In the first decades of Frommer’s guides, published in the 1950s and ’60s, London‘s worst scams seemed to be mostly shame-based. Unscrupulous local ne’er-do-wells had a way of trapping lonely single male visitors who, once full of drink and misplaced lust, would wander into the wrong massage parlor in Soho and weren’t allowed to depart again without paying a king’s ransom.
But post-pandemic London is trying to contend with a pair of nuisances that are seducing tourists with candy-colored false legitimacy.
The first scam: Visitors wandering the West End at night, after the shows let out, are finding themselves besieged by fleets of pedicabs. These human-powered cycle rickshaws are often festooned with colorful lights and loud speakers that attract the attention of visitors who mistake the vehicles as a quirky form of traditional local transportation.
Pedicabs linger near theatre doors, blasting music as drivers all but blow kisses at tourists to convince them to climb aboard.
Some London pedicabs are legal. The legitimate ones are even licensed. But many are fleecing operations, and the city is having trouble clamping down on them.
Just like the postwar Soho massage parlor scam, they work best on revelers who are too distracted to use better judgment. Passengers fail to negotiate a fair price before setting off, or, worse, they fall prey to a rigged meter, only to discover at the end of the ride that the driver demands huge amounts of money.
Last summer, one visitor was ripped off for £500 (about US$636) for a 10-minute ride. This summer, a Belgian tourist who thought her two children would love the open-air journey was shocked when her pedicab driver demanded £464 (about $590) for a 7-minute ride.
The driver in that case reportedly intimidated the mother and parked the pedicab well away from security cameras around the visitor’s hotel.
“I felt so threatened, and my kids felt scared,” the tourist told the BBC.
Stories of London pedicab scams have become so widespread that city officials have threatened pedicab operators with fines, prosecutions, and stricter regulations.
But the rip-offs keep happening.
Even when pedicab drivers charge the correct licensed amount, they still have a way of cutting off pedestrians, swarming sidewalks, and playing music so loudly it wakes the neighbors.

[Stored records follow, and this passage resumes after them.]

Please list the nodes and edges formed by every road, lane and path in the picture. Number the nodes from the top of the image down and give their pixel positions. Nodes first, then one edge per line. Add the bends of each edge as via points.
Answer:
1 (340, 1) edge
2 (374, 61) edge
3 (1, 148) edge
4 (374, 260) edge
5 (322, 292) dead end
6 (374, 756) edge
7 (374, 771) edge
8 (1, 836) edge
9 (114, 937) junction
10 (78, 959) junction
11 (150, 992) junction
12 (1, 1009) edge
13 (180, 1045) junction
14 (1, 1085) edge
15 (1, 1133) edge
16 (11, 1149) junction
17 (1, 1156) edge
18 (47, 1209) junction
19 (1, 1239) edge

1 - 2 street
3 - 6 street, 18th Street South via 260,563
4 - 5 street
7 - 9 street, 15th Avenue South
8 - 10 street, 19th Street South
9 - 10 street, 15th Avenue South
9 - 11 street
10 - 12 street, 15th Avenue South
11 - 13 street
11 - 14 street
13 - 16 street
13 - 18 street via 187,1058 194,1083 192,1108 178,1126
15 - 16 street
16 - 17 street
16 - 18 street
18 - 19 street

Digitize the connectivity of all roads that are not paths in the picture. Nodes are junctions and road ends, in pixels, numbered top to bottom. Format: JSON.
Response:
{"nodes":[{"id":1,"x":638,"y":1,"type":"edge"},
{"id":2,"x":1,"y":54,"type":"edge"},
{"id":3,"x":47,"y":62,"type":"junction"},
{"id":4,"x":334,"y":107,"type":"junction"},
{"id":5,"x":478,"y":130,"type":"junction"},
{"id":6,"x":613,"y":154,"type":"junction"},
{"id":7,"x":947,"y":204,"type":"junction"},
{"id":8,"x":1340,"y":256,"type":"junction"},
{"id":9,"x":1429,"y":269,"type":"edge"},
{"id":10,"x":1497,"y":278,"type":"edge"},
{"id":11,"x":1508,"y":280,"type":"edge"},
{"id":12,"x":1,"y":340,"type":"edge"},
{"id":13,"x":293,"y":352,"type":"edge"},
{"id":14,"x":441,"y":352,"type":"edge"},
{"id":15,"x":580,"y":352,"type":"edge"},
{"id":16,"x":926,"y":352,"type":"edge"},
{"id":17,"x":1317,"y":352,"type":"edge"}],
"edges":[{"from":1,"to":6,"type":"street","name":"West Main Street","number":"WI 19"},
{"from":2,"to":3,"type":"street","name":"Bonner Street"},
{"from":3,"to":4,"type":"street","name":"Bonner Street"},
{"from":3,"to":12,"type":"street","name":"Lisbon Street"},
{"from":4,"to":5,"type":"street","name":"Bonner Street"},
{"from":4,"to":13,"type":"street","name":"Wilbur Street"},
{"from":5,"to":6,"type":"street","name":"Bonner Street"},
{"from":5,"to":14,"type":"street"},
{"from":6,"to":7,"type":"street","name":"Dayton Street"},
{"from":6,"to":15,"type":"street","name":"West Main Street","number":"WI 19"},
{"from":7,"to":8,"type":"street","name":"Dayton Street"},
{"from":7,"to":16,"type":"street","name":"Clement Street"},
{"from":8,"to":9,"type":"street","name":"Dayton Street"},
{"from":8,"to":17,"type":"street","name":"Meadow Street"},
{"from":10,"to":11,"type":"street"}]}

In 2022, the city doled out £21,000 in fines across 68 drivers. But the profits must exceed the wrist-slapping costs, because the tourist scams and noise pollution persist, night after night.
(Credit: Alena Veasey / Shutterstock)
Another scam business in London has proven even more pernicious and difficult to eradicate. That’s the dreaded “American candy shop” (one is pictured above), a deceptively attractive type of boutique that visitors to London will easily find across the city under names like Candy World, American Candy Store, American Sweets, and NY Candy.
Sweeping in by the dozens when Covid-era vacancies left a vacuum, the candy shops line major tourist thoroughfares including Oxford Street and around Leicester Square, taking up some of the most expensive retail rental space in town.
Most of the time, each pristine-looking shop has nearly no customers, and the items for sale, which include confections, vapes, and tourist staples like phone chargers, have no price tags.
If you mention American candy shops to anyone you meet in London, you’ll hear the same thing: Nobody knows anyone who has ever bought anything at one of these places.
Inspectors are constantly raiding the shops, which are widely thought to be money-laundering operations, and seizing junk like counterfeit chocolate bars of dubious safety, mobile phone cases, dangerous charging cords, and vape pens that administer twice the legal limit of nicotine.
The storefronts have bumped out legitimate businesses, and they have a nasty way of skipping out on rent before authorities can catch up with them.
London city officials have seized more than £1 million in counterfeit and illegal products from these shops between 2021 and this year. The authorities would like to fine American candy shop owners a lot more, but most of the stores are operated by shell companies that dissolve the minute legal accountability comes around. When one shop vanishes, another sprouts up with a new name and new ownership.
The problem is so bad that small businesses are being offered rent-free leases in world-famous shopping districts like Oxford Street just so the city can get rid of the bogus candy shops.
Like so many scams that go after tourists, London’s shifty pedicab operators and “candy shop” owners skate by on a false facade of respectability—then screw visitors out of their cash.
If you’re headed to London anytime soon, you’re advised to steer clear of both of these honeypots.